At the 71st National Book Awards on Wednesday evening, Charles Yu’s Interior Chinatown (Pantheon) won the fiction prize. Roxane Gay presented the award, noting, “This has been an impossible year in almost every way. We are dealing with both a pandemic and a political climate that is terrifying and absurd.” Yu, who said he had not prepared a speech because he was so sure he would not win, spoke briefly, saying “I can’t feel anything in my body right now” and “I’m going to go melt into a puddle.” (Afterwards on Twitter, Yu remarked: “That feeling when you win a @nationalbook award and forget to thank your family.”)
Les Payne and Tamara Payne’s The Dead Are Arising: The Life of Malcolm X (Liveright) took the nonfiction prize. Tamara Payne accepted the award, saying,”This is such a bittersweet moment. I really wish my father was here for this.” (He died in 2018, and she completed the book.) She added, “Today we see the youth all over the world continue to embrace [Malcolm X], because his message still rings true.”
The poetry award went to Don Mee Choi for DMZ Colony (Wave Books). “This award is for my father,” she said. “Poetry and translation have changed my life. For me they are inseparable.” She urged the audience to “be on the side of the struggle of those sat upon here and abroad.”
Yu Miri’s Tokyo Ueno Station (Riverhead), translated from the Japanese by Morgan Giles, won the prize for Translated Literature. “It is a very difficult work to translate,” said Miri while accepting the award. “And Tokyo Ueno Station is the first novel that Morgan translated. I want to sing her praises.” She added, “It is a shame that we can’t be together…I’d like to give her a high five and a hug.” For her part, Giles said, “I have to thank you, Miri, for trusting me, a first time translator.”

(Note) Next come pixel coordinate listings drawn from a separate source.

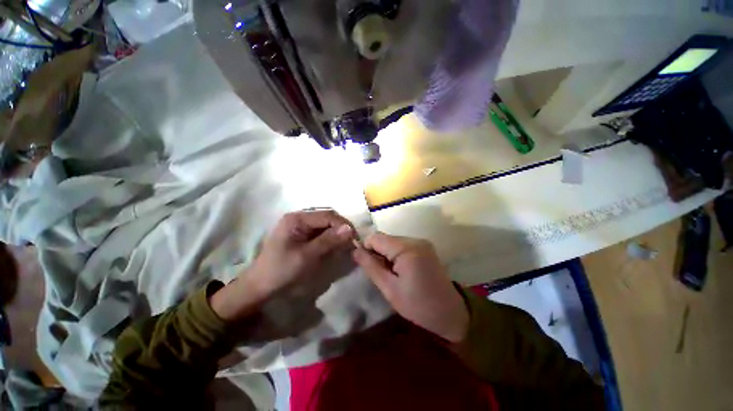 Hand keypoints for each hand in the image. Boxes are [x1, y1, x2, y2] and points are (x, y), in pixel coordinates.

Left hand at [211, 210, 353, 321]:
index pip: (327, 215)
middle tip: (352, 241)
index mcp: (297, 219)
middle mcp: (299, 218)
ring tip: (345, 244)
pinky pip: (320, 232)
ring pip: (325, 224)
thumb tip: (349, 229)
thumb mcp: (306, 256)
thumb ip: (328, 241)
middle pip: (326, 218)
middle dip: (340, 228)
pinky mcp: (301, 234)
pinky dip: (329, 238)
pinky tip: (334, 245)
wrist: (260, 286)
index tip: (355, 238)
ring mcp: (300, 226)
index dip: (343, 224)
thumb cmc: (281, 270)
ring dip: (336, 233)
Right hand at [352, 233, 468, 342]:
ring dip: (387, 254)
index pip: (375, 237)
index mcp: (406, 249)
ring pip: (393, 241)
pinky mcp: (425, 247)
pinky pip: (403, 245)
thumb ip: (371, 267)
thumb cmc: (418, 305)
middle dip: (378, 252)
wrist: (451, 313)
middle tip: (381, 274)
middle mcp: (415, 240)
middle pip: (385, 238)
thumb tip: (355, 251)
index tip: (367, 266)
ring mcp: (422, 242)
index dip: (366, 248)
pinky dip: (397, 255)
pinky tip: (402, 270)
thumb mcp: (390, 289)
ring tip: (392, 274) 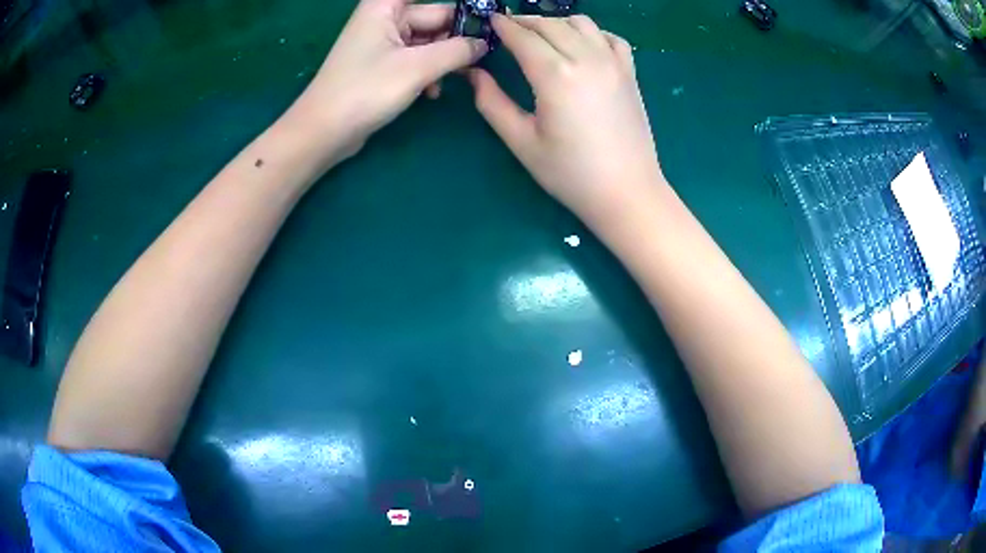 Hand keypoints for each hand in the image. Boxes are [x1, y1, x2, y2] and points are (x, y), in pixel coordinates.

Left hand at [288, 0, 487, 160]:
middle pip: (435, 18)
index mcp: (387, 6)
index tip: (486, 22)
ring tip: (450, 81)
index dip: (462, 9)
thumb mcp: (418, 68)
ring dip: (443, 60)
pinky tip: (431, 92)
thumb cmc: (365, 91)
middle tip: (479, 59)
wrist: (323, 132)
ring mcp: (383, 40)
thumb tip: (484, 44)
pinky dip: (427, 72)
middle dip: (455, 39)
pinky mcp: (382, 62)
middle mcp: (385, 17)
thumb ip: (458, 51)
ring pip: (429, 41)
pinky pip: (416, 58)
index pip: (437, 0)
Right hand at [468, 15, 662, 228]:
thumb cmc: (571, 174)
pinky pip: (611, 37)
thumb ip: (492, 103)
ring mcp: (613, 63)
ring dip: (557, 22)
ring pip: (581, 23)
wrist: (627, 193)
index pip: (522, 36)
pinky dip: (593, 33)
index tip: (489, 20)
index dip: (503, 25)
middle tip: (508, 28)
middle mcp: (586, 58)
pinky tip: (582, 46)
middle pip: (550, 24)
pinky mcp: (630, 73)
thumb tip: (473, 74)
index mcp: (554, 75)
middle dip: (525, 21)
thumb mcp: (522, 142)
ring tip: (542, 36) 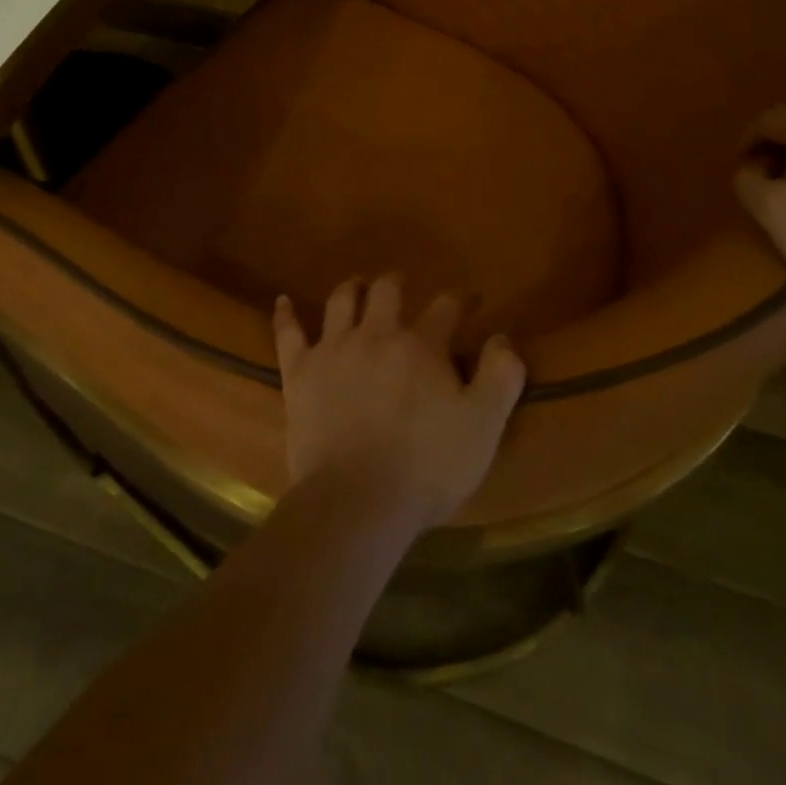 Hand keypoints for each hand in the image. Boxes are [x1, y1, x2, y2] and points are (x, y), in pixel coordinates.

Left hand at [273, 275, 525, 538]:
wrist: (356, 499)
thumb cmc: (427, 466)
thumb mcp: (484, 426)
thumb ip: (501, 376)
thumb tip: (502, 337)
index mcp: (422, 345)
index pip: (446, 307)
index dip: (461, 300)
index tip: (470, 300)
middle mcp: (376, 334)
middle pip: (387, 290)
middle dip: (398, 284)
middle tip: (403, 288)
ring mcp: (333, 349)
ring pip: (341, 301)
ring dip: (352, 289)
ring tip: (358, 287)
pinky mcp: (300, 372)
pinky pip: (288, 333)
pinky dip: (286, 315)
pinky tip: (283, 302) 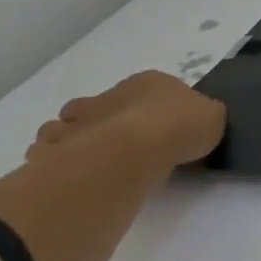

The prize for Young People’s Literature went to Kacen Callender’s King and the Dragonflies (Scholastic Press). In their speech, Callender described 2020 as “the hardest, most painful, most devastating year in people’s lifetime,” but expressed hope that the upcoming generations of young people will be the ones to change the world. They pointed to the “the necessary balance between pain and hope and joy” in literature and life, noting, “This has been a difficult year, but I’m grateful for this joyful moment.”
The themes of the evening were Black Lives Matter and the pandemic. Walter Mosley accepted the award for Distinguished Contribution to American Letters, and spoke movingly about being the first Black man to receive it: “One might ask, can such a thing make a difference?” He concluded, “I prefer to believe we are on the threshold of a new day…We’ve been here from the beginning and we’ll be here at the end, our heads held high when equality has been achieved.”
Outgoing executive director Lisa Lucas gave remarks following a video tribute to Black authors, saying that “2020 has been a challenging year for all of us and our book community.” She continued, “The ways that this year has tested us proves that we’re capable of imagining solutions to unprecedented problems…. We can do better. We know that we can do better.”
The ceremony concluded with John Darnielle of the Mountain Goats performing his song “This Year.” “I’m gonna make it through this year,” he sang, “if it kills me.”